* [Your instructions]:
Set down each line of the data below exactly as it stands, dropping the pictures.

(Data to examine Opens)

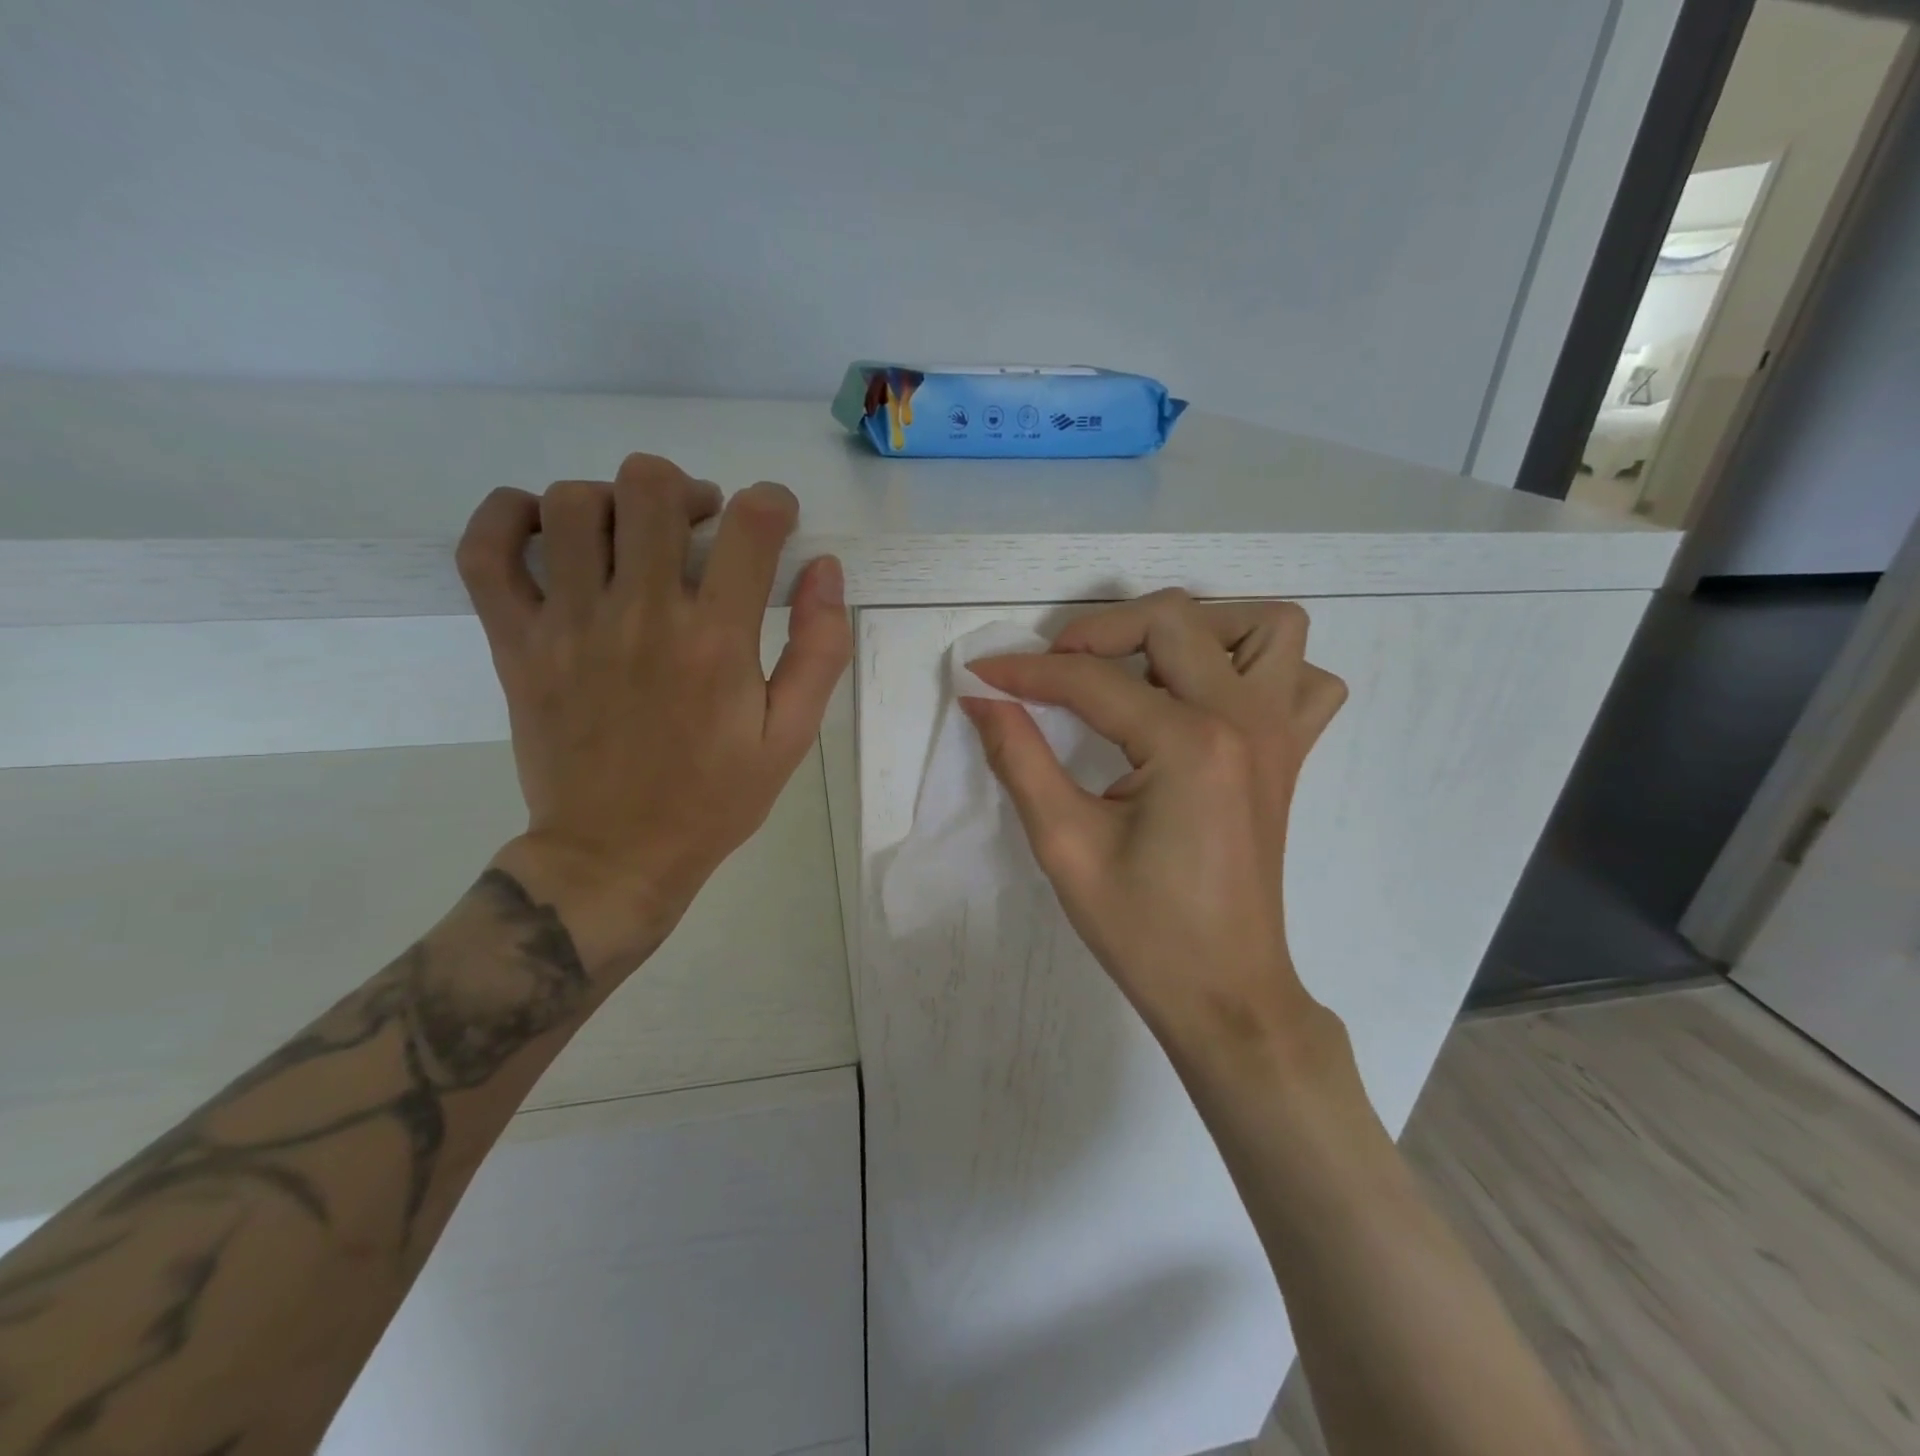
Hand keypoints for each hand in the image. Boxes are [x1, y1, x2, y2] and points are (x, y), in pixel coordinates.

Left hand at [456, 454, 851, 975]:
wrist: (614, 855)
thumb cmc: (714, 798)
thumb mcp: (790, 736)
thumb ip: (819, 650)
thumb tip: (824, 568)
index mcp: (716, 641)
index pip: (751, 526)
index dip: (773, 503)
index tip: (776, 520)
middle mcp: (640, 615)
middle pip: (651, 488)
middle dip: (688, 490)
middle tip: (701, 525)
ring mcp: (567, 625)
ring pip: (572, 504)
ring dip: (613, 500)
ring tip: (633, 535)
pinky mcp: (514, 643)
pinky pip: (485, 551)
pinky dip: (507, 516)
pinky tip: (546, 527)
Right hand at [963, 590, 1345, 1064]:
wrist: (1225, 993)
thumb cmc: (1143, 931)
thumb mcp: (1064, 845)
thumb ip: (1019, 758)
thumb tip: (982, 697)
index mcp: (1189, 744)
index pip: (1092, 679)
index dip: (1025, 671)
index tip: (980, 674)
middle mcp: (1244, 720)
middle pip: (1174, 619)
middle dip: (1100, 630)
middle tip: (1055, 670)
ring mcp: (1279, 733)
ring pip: (1265, 627)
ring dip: (1198, 628)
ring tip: (1145, 666)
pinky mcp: (1289, 754)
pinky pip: (1301, 678)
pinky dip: (1258, 667)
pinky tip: (1210, 698)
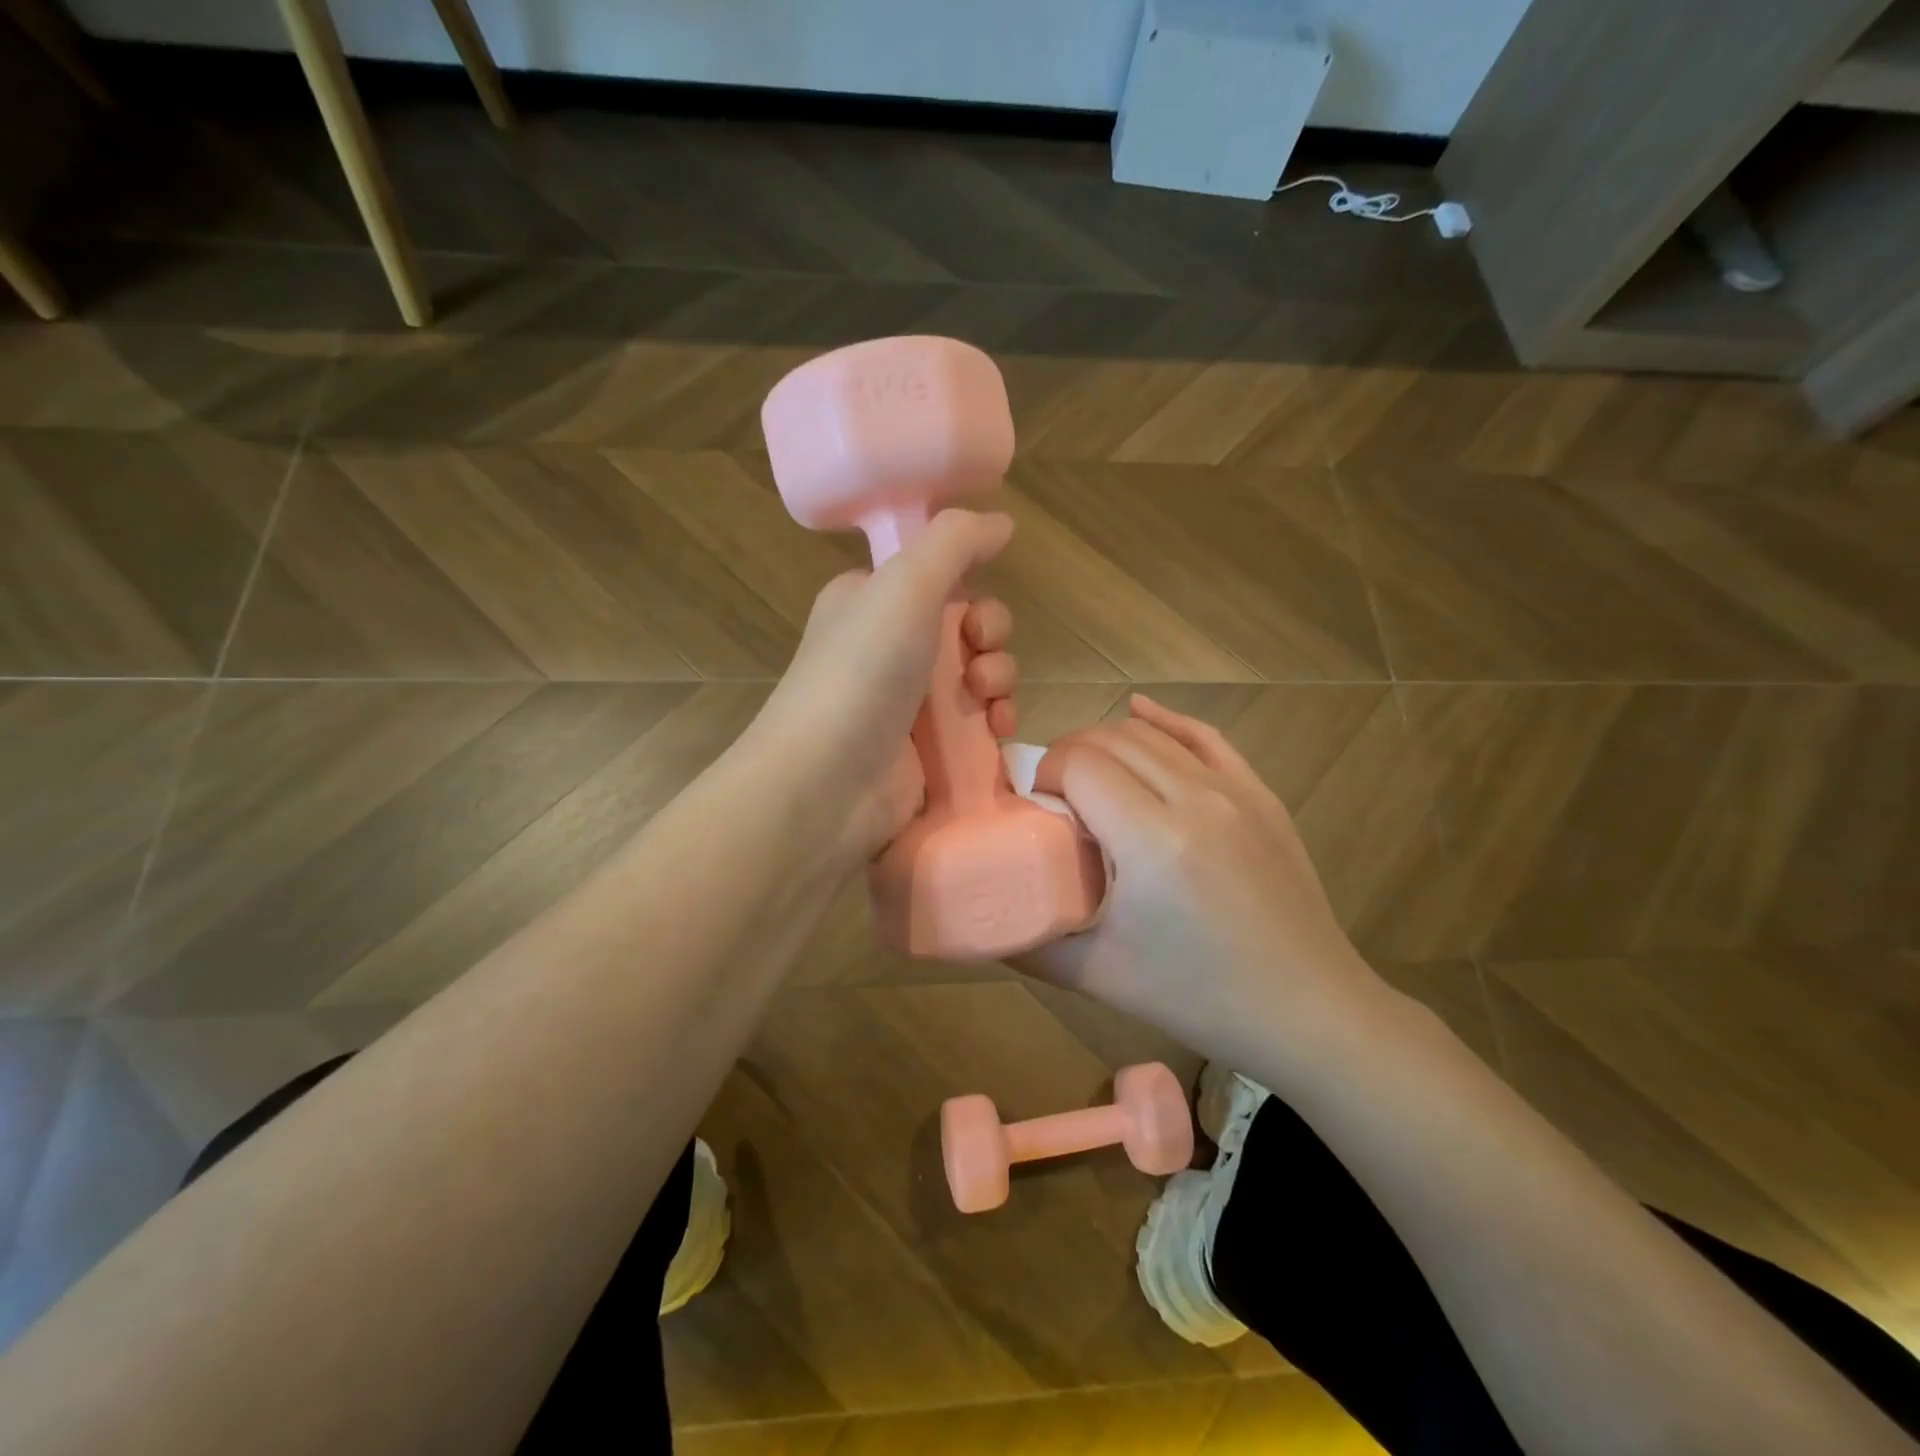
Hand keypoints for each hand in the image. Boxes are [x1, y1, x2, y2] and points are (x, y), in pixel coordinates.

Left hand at [749, 509, 1020, 858]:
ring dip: (999, 679)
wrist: (826, 782)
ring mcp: (907, 702)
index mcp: (871, 601)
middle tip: (979, 654)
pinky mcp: (927, 750)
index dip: (969, 586)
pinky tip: (998, 730)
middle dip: (990, 637)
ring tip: (986, 700)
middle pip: (967, 626)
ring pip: (979, 675)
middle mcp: (888, 647)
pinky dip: (996, 721)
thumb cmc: (862, 672)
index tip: (972, 606)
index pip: (936, 577)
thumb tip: (1002, 522)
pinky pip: (978, 723)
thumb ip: (956, 541)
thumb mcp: (905, 584)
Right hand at [1019, 694, 1386, 1068]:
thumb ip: (1031, 943)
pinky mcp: (1261, 795)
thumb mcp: (1099, 977)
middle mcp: (1195, 799)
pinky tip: (1140, 711)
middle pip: (1112, 740)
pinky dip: (1166, 721)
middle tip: (1050, 791)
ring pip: (1154, 735)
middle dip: (1069, 754)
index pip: (1080, 765)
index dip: (1044, 772)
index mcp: (1152, 842)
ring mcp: (1236, 791)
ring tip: (1086, 772)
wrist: (1307, 1009)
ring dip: (1109, 741)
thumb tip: (985, 921)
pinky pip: (1206, 737)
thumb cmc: (1199, 998)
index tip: (1032, 801)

(Data to examine Closes)

* [Solution to this task]:
Hand keypoints for each hand in the image. Boxes are [x1, y1, x2, y2] and points are (x, y), in pixel coordinates.

Left hand at [456, 454, 851, 975]:
wrist: (614, 855)
thumb cmc: (714, 798)
thumb mcp: (790, 736)
thumb ip: (819, 650)
thumb tip: (824, 568)
index mcp: (716, 641)
index pip: (751, 526)
index dip: (773, 503)
index tip: (776, 520)
middle mcp: (640, 615)
middle pip: (651, 488)
middle dip: (688, 490)
middle tip: (701, 525)
ring mcp: (567, 625)
ring pip: (572, 504)
ring dip: (613, 500)
ring tip: (633, 535)
pinky mcp: (514, 643)
pinky pip: (485, 551)
pinky dip: (507, 516)
pinky tip: (546, 527)
Right hand at [963, 590, 1345, 1064]:
wrist: (1225, 993)
thumb cmc: (1143, 931)
thumb mcp: (1064, 845)
thumb ip: (1019, 758)
thumb tip: (982, 697)
index mcp: (1189, 744)
index pip: (1092, 679)
index dip: (1025, 671)
index tip: (980, 674)
middle mcp: (1244, 720)
middle pip: (1174, 619)
middle dip: (1100, 630)
middle tip: (1055, 670)
ring mcp: (1279, 733)
ring pip: (1265, 627)
ring dip: (1198, 628)
ring tip: (1145, 666)
pinky mcp: (1289, 754)
pinky pip: (1301, 678)
pinky dip: (1258, 667)
pinky tip: (1210, 698)
Hand keypoints for each hand in the image. Boxes are [x1, y1, x2, y2] and points are (x, y), in pixel coordinates.

Left hand at [749, 509, 1020, 858]:
ring dip: (999, 679)
wrist: (826, 782)
ring mcp: (907, 702)
index mcp: (871, 601)
middle tip: (979, 654)
pinky mcp: (927, 750)
index dip: (969, 586)
pinky tip: (998, 730)
middle dip: (990, 637)
ring tip: (986, 700)
middle pip: (967, 626)
ring pip: (979, 675)
middle mcp: (888, 647)
pinky dip: (996, 721)
thumb cmc: (862, 672)
index tip: (972, 606)
index pip: (936, 577)
thumb tip: (1002, 522)
pinky pip: (978, 723)
thumb ip: (956, 541)
thumb mcp: (905, 584)
Right hand at [1019, 694, 1386, 1068]:
thumb ip: (1031, 943)
pinky mcp: (1261, 795)
thumb mcp: (1099, 977)
middle mcp: (1195, 799)
pinky tip: (1140, 711)
middle pip: (1112, 740)
pinky dip: (1166, 721)
middle tip: (1050, 791)
ring pip: (1154, 735)
middle dip: (1069, 754)
index pip: (1080, 765)
index dip: (1044, 772)
index mcp: (1152, 842)
ring mcp: (1236, 791)
ring tip: (1086, 772)
wrist: (1307, 1009)
ring dip: (1109, 741)
thumb tip: (985, 921)
pinky pip: (1206, 737)
thumb cmc: (1199, 998)
index tip: (1032, 801)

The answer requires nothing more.